Only if the history, physical examination, and database strongly suggest psychologic anorexia should further diagnostic work-up be forgone; in such cases, daily contact with the pet owner is essential until the anorexia has resolved.
DIAGNOSTIC PROCEDURES
Vary with underlying condition suspected.
Endoscopy may be useful for visualization of the pharyngeal and esophageal structures.
TREATMENT
The mainstay of treatment is aimed at identifying and correcting the underlying disease.
Symptomatic therapy includes attention to fluid and electrolyte derangements, control of pain and/or nausea, reduction in environmental stressors, and modification of the diet to improve palatability.
Palatability can be improved by adding flavored toppings such as chicken and beef broth, seasoning with condiments such as garlic powder, increasing the moisture, fat or, protein content of the food, and warming the food to body temperature.
When learned food aversion is suspected, food should be offered cautiously and removed immediately at the first signs of aversion. A patient showing signs of aversion to its normal diet may accept novel foods.
Medications the patient is receiving should be reviewed for possible side effects leading to reduced food intake.
Significantly malnourished dogs and cats are immediate candidates for assisted feeding (enteral or parenteral feeding). Well-nourished patients with debilitating diseases should not go without food for longer than 3–5 days before assisted feeding is started.
The decision to institute enteral or parenteral feeding can be influenced by several factors. In animals with inadequate food intake that have ≥ 10% body weight loss, hypoalbuminemia, poor body condition score, evidence of muscle wasting, and/or chronic disease processes, supplemental nutrition should be considered.

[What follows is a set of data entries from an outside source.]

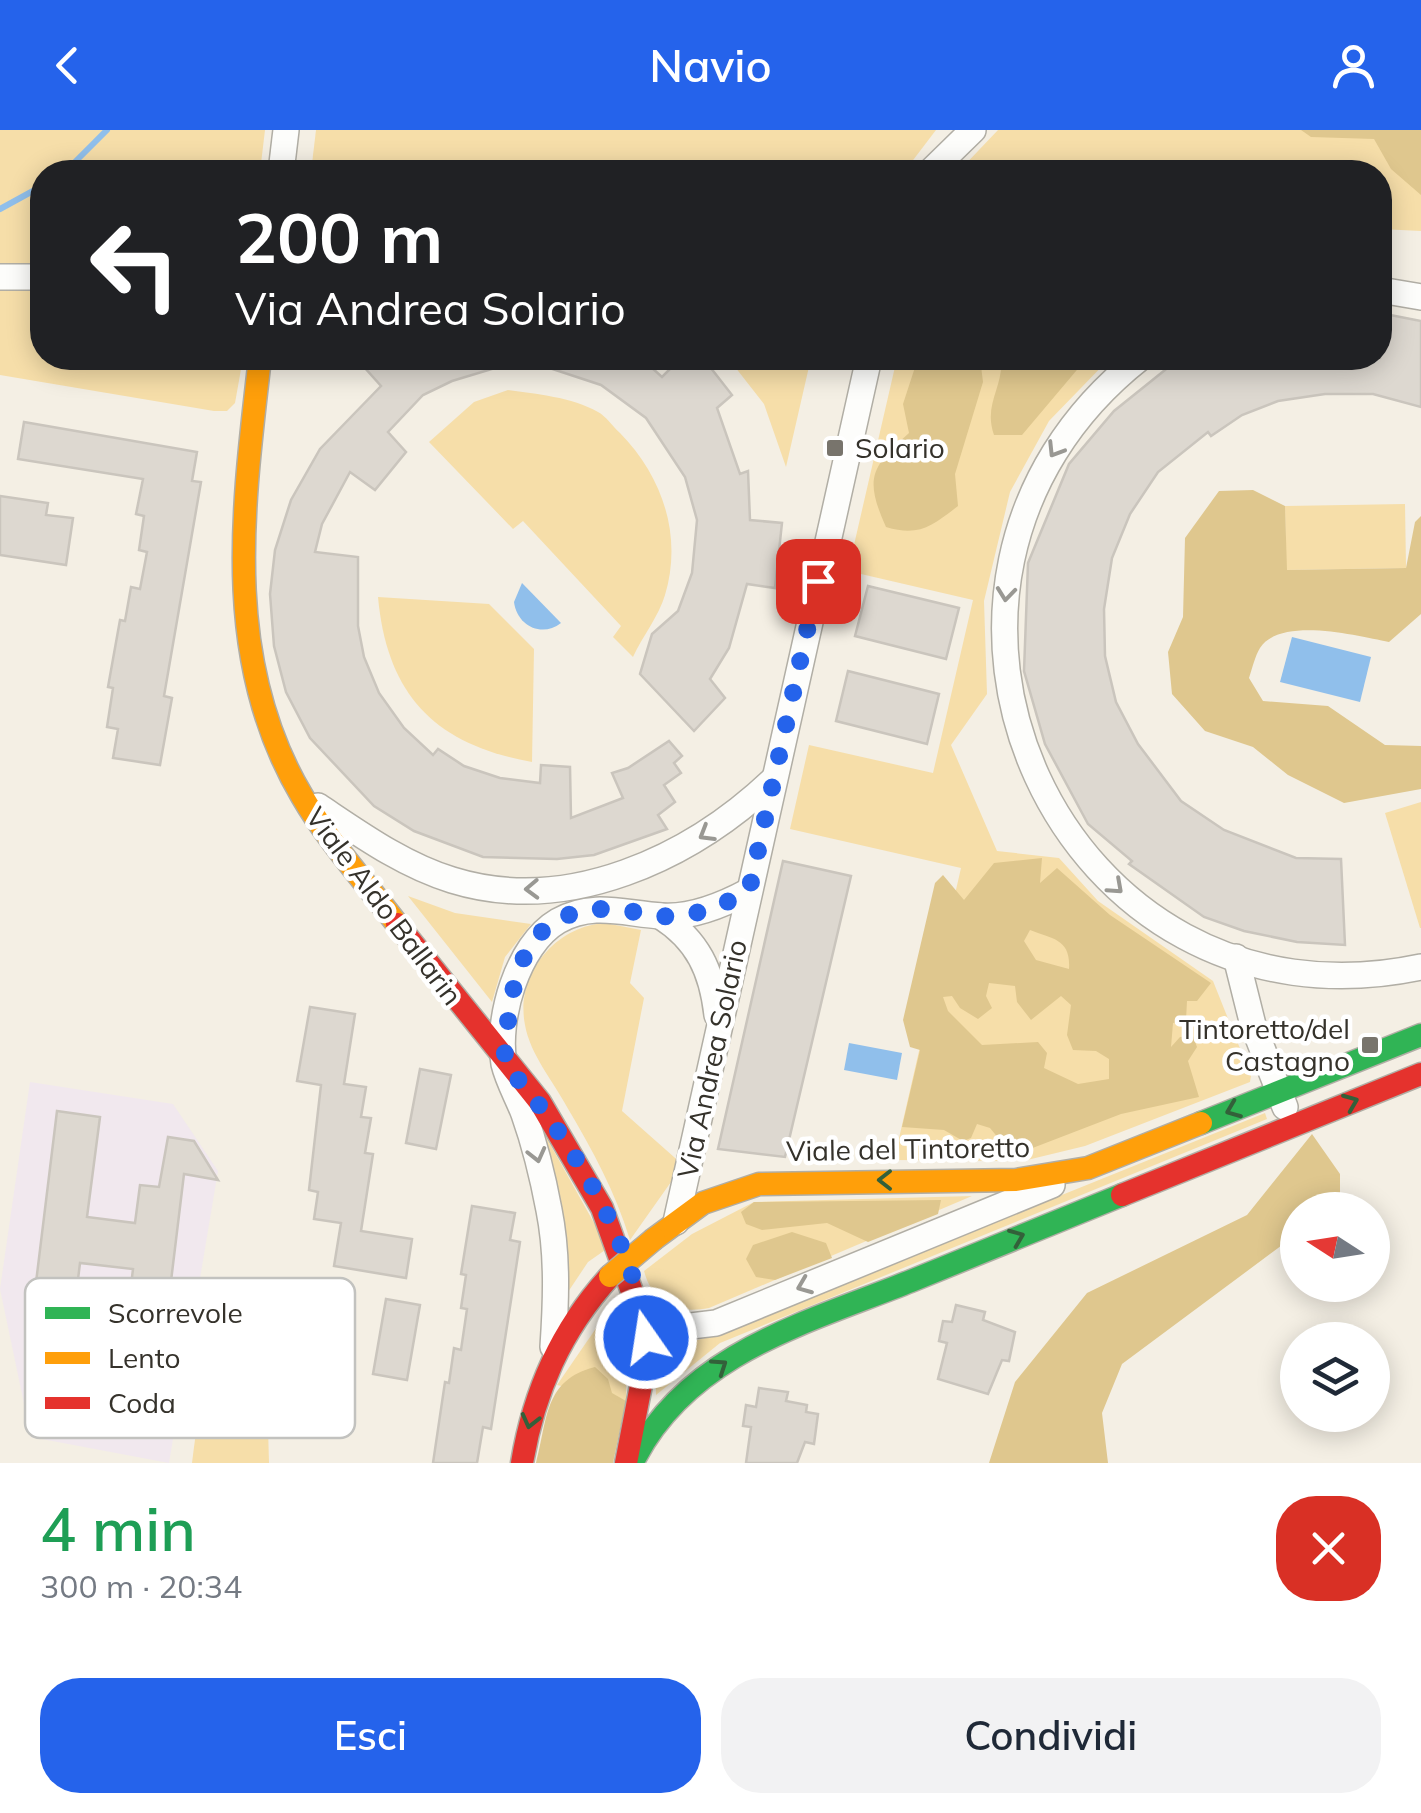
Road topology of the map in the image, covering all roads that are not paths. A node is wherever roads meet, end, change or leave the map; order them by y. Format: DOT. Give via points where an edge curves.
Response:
graph roads {
  1 [pos="286,130"];
  2 [pos="973,130"];
  3 [pos="282,160"];
  4 [pos="942,160"];
  5 [pos="0,277"];
  6 [pos="30,277"];
  7 [pos="1392,292"];
  8 [pos="1421,297"];
  9 [pos="259,370"];
  10 [pos="866,370"];
  11 [pos="1126,370"];
  12 [pos="774,779"];
  13 [pos="301,795"];
  14 [pos="749,891"];
  15 [pos="660,916"];
  16 [pos="1236,958"];
  17 [pos="1421,967"];
  18 [pos="718,1035"];
  19 [pos="1421,1036"];
  20 [pos="504,1064"];
  21 [pos="1421,1074"];
  22 [pos="1279,1092"];
  23 [pos="1292,1125"];
  24 [pos="1088,1168"];
  25 [pos="676,1222"];
  26 [pos="644,1319"];
  27 [pos="552,1357"];
  28 [pos="522,1463"];
  29 [pos="630,1463"];
  1 -- 3 [label="street"];
  2 -- 4 [label="street"];
  5 -- 6 [label="street"];
  7 -- 8 [label="street"];
  9 -- 13 [label="main road, Viale Aldo Ballarin" via="242,514 243,611 264,706"];
  10 -- 12 [label="street, Via Andrea Solario"];
  11 -- 16 [label="street, one-way" via="1070,429 1029,500 1007,578 1008,688 1036,779 1089,860 1152,916"];
  12 -- 13 [label="street, Viale Aldo Ballarin, one-way" via="718,827 628,872 542,890 467,884 402,859"];
  12 -- 14 [label="street, Via Andrea Solario"];
  13 -- 20 [label="main road, Viale Aldo Ballarin"];
  14 -- 15 [label="street, Viale Aldo Ballarin" via="710,909"];
  14 -- 18 [label="street, Via Andrea Solario"];
  15 -- 18 [label="street" via="703,958"];
  15 -- 20 [label="street, Viale Aldo Ballarin" via="587,911 555,923 535,940 512,984"];
  16 -- 17 [label="street" via="1327,975"];
  16 -- 22 [label="street"];
  18 -- 25 [label="street, Via Andrea Solario"];
  19 -- 22 [label="main road, Viale del Tintoretto"];
  20 -- 26 [label="main road, Viale Aldo Ballarin" via="540,1102 576,1158"];
  20 -- 27 [label="street, Viale Aldo Ballarin, one-way" via="532,1135 552,1224"];
  23 -- 21 [label="main road, one-way"];
  22 -- 23 [label="street"];
  22 -- 24 [label="main road, Viale del Tintoretto, one-way"];
  29 -- 23 [label="main road, one-way" via="663,1412 754,1344"];
  24 -- 25 [label="main road, Viale del Tintoretto, one-way" via="1016,1180 759,1184 709,1200"];
  24 -- 26 [label="street, one-way" via="716,1323"];
  25 -- 27 [label="main road, Viale del Tintoretto, bridge" via="610,1276"];
  26 -- 29 [label="main road, Viale Aldo Ballarin"];
  27 -- 28 [label="main road, Viale del Tintoretto, one-way"];
}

Techniques for providing enteral nutrition include coax feeding and placement of a nasoesophageal, esophagostomy, gastrostomy, or jejunostomy tube. Force-feeding should be avoided, particularly in cats in light of the association with conditioned food aversions.
PREVENTION/AVOIDANCE
Maximize patient comfort and wellbeing.
Enhance the palatability of the diet.